こうなると、アサインされたメンバーがどのエラーに対応すればよいのかわからなくなったり、複数のアサインメンバーが同じ問題だと気づかずに個々に対応してしまったりします。
同じグループにまとめてほしいエラーが別々になってしまう
この問題に対しては、Sentry上のグルーピングルールを設定して対応することにしました。
Sentryはフィンガープリントルールとスタックトレースルールと呼ばれるルールベースでグルーピングをカスタムする機能を提供しています。
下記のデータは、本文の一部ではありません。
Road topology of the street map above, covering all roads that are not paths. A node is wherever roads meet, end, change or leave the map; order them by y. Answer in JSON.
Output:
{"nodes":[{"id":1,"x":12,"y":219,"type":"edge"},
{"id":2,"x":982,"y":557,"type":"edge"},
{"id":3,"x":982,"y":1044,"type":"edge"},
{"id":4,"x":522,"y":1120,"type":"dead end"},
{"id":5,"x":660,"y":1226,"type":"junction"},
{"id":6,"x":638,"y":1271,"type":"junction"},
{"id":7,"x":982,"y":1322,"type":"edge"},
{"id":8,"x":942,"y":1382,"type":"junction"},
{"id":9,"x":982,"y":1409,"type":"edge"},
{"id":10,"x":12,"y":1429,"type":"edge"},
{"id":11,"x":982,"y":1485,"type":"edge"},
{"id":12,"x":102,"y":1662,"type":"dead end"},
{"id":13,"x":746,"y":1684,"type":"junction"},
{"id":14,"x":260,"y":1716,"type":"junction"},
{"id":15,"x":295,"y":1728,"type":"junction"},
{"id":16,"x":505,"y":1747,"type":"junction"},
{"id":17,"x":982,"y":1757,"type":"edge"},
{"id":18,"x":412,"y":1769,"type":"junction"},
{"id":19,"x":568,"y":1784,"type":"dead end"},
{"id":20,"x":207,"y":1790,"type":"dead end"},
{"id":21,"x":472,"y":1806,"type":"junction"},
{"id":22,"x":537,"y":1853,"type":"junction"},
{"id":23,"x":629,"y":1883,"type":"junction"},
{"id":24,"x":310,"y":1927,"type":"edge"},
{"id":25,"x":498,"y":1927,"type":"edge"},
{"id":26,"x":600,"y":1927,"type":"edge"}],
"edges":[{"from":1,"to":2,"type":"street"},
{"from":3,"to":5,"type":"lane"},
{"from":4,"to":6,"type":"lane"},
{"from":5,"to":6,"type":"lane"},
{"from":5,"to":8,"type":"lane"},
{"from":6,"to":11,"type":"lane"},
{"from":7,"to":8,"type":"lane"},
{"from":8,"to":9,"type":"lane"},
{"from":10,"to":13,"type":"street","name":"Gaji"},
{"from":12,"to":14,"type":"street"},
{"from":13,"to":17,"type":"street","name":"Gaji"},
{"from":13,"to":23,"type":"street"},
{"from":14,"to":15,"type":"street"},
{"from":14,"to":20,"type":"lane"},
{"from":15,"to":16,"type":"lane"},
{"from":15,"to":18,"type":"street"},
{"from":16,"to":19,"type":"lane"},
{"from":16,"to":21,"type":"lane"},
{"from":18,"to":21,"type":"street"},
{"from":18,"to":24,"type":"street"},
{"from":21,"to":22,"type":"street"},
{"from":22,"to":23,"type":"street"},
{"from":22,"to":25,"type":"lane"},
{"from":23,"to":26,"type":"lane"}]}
この機能を使えば、ユーザーは同じグループにまとめてほしいエラーを自身の意向でカスタマイズできます。
また、あまり起票されないようなエラーにいちいちルールを追加するのが面倒な場合、Issue 管理画面上で類似Issueをレコメンドしてもらい一時的にグルーピングを指定することもできます。
上記のルール追加と動的なグルーピング指定により、同じグループにまとめたいエラーに対しては徐々に対応できるようになりました。
別グループにしてほしいエラーが同じグループであると識別される
こちらの問題には、エラーログにヒントを追加するアプローチを選択しました。
私たちのチームではログをJSON、いわゆる構造化ログの形式で出力していますが、Sentryはそれらのfieldをヒントにグルーピングをしています。例えば下記のIssueはfieldmessage
を元にグルーピングされていますが、メッセージ上のヒントが少なく異なる内容のエラーが一つにグルーピングされています。エラーの詳細は別のfieldvalue
に含まれていますが、アサインされたメンバーは一見何をすれば良いのかわかりません。
そこで、エラー内容を表す value
を message
のsuffixに追加してみます。これによりSentryに与えるヒントが増やすことができ、適切に分類させることができました。またエラーログとしても内容がひと目で見えるようになりました。
Sentryのためにエラーログの内容をいじりすぎることに対しては抵抗がありますが、今回はむしろ現在扱っているログを見直す良い機会になりました。ただまだSentryを使い始めてまだ日が浅いので、より良い改善方法が見つかればそちらに切り替えることも検討したいと思います。⁶
おわりに
今回の改善によって生まれた環境は、ともすると組織によっては当たり前なのかもしれません。ただ今回の改善で、そのような環境を自ら作っていくというのはやはり大変なことなんだなということを痛感しました。
一方でチームの動きやプロダクトの質が少しずつ良い状態になっていくのが見えてくると、思い切ってやってみてよかったなと思います。来年も引き続き、組織が抱える課題をうまく解決できる動きができるようやっていきます。
[1] 弊社Back-end Teamで取り扱うログのseverityは基本logrus
に準拠しています。
[2] チームメンバーの尽力により、個々の通知を実施しても耐えうる程度にはエラー頻度を抑えられています。概ね日に1桁くらいです。
[3] 朝会でトリアージと対応方針の決定をするようにしたことも、この傾向を強化しているように思えます。
[4] 弊社は職能に基づくチームと、施策達成のために動くプロジェクトチームがあります。
[5] 特定の目的を解決する、小さな機能を実現するための、依存関係が小さく捨てやすいツールであれば問題ないと考えています。